[LISTED RECORDS Boundary: Start]
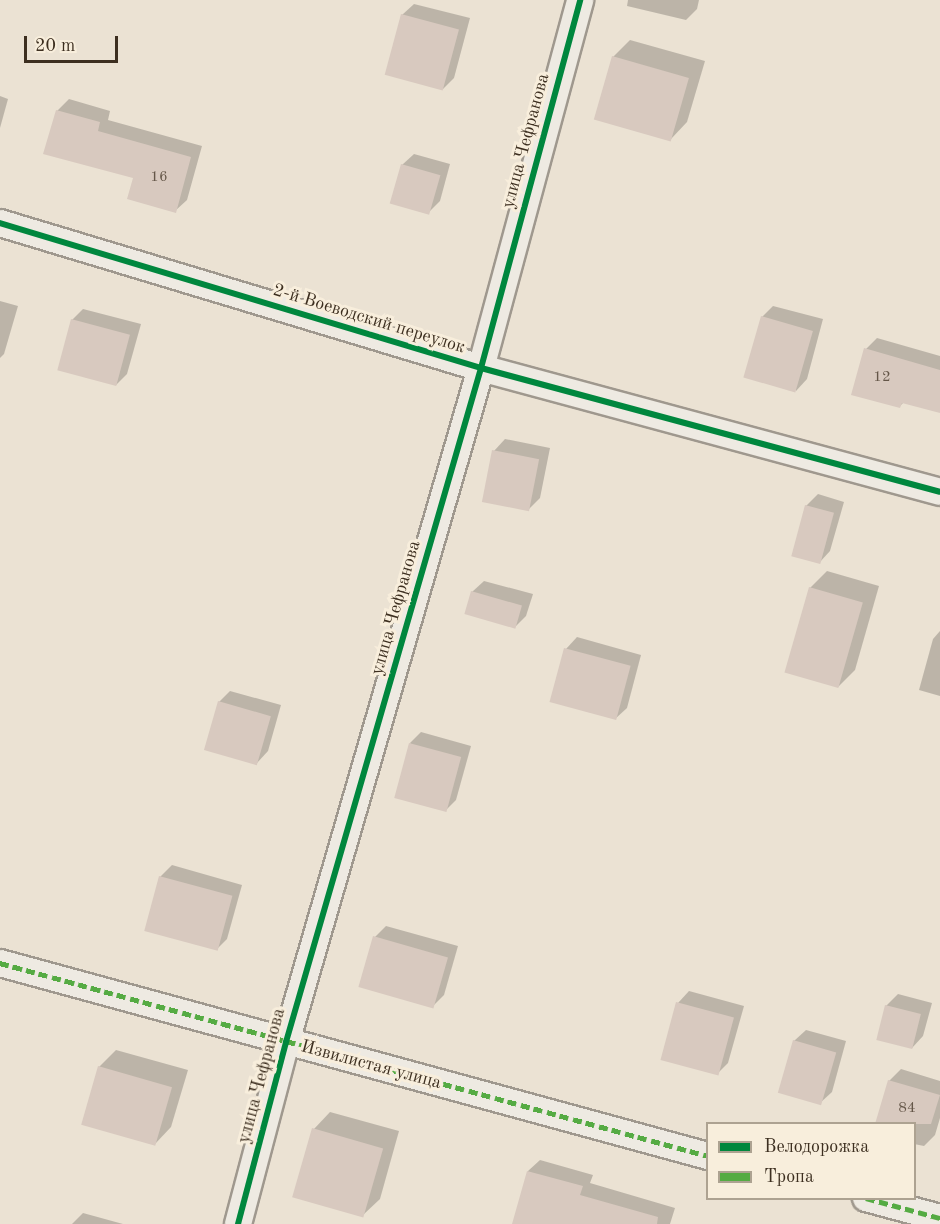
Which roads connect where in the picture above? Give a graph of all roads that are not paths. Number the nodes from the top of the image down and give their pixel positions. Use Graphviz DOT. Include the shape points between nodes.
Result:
graph roads {
  1 [pos="580,0"];
  2 [pos="0,223"];
  3 [pos="481,368"];
  4 [pos="940,492"];
  5 [pos="0,963"];
  6 [pos="286,1042"];
  7 [pos="706,1155"];
  8 [pos="873,1200"];
  9 [pos="940,1218"];
  10 [pos="238,1224"];
  1 -- 3 [label="street, улица Чефранова"];
  2 -- 3 [label="street, 2-й Воеводский переулок"];
  3 -- 4 [label="street, 2-й Воеводский переулок"];
  3 -- 6 [label="street, улица Чефранова"];
  5 -- 6 [label="street, Извилистая улица"];
  6 -- 7 [label="street, Извилистая улица"];
  6 -- 10 [label="street, улица Чефранова"];
  8 -- 9 [label="street"];
}
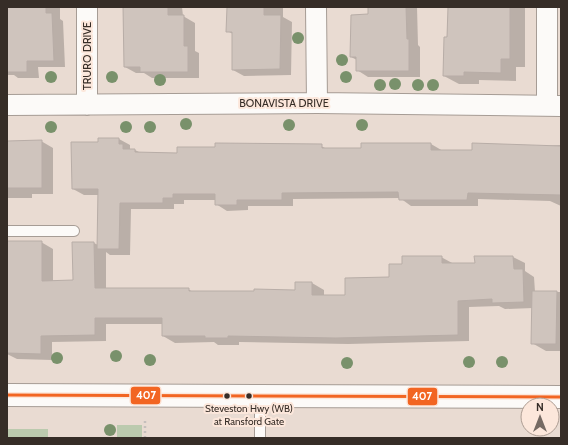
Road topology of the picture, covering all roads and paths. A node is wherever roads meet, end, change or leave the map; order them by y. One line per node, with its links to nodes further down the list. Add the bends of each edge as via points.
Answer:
1 (87, 7): 6 (street, TRURO DRIVE)
2 (316, 7): 4 (street)
3 (547, 7): 7 (street)
4 (317, 103): 6 (street, BONAVISTA DRIVE); 7 (street, BONAVISTA DRIVE)
5 (7, 105): 6 (street, BONAVISTA DRIVE)
6 (87, 105)
7 (554, 106)
8 (7, 231): 9 (lane)
9 (74, 231)
10 (7, 395): 11 (main road)
11 (260, 396): 12 (main road); 15 (lane)
12 (561, 397)
13 (145, 421): 14 (path)
14 (145, 438)
15 (260, 438)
[LISTED RECORDS Boundary: End]
(TASK DIRECTIONS) Reproduce the final stretch of the data above: every line from the one holding "Road topology of" through the end, inclusive, exactly as written and nothing else.

(YOUR SOLUTION)
Road topology of the picture, covering all roads and paths. A node is wherever roads meet, end, change or leave the map; order them by y. One line per node, with its links to nodes further down the list. Add the bends of each edge as via points.
Answer:
1 (87, 7): 6 (street, TRURO DRIVE)
2 (316, 7): 4 (street)
3 (547, 7): 7 (street)
4 (317, 103): 6 (street, BONAVISTA DRIVE); 7 (street, BONAVISTA DRIVE)
5 (7, 105): 6 (street, BONAVISTA DRIVE)
6 (87, 105)
7 (554, 106)
8 (7, 231): 9 (lane)
9 (74, 231)
10 (7, 395): 11 (main road)
11 (260, 396): 12 (main road); 15 (lane)
12 (561, 397)
13 (145, 421): 14 (path)
14 (145, 438)
15 (260, 438)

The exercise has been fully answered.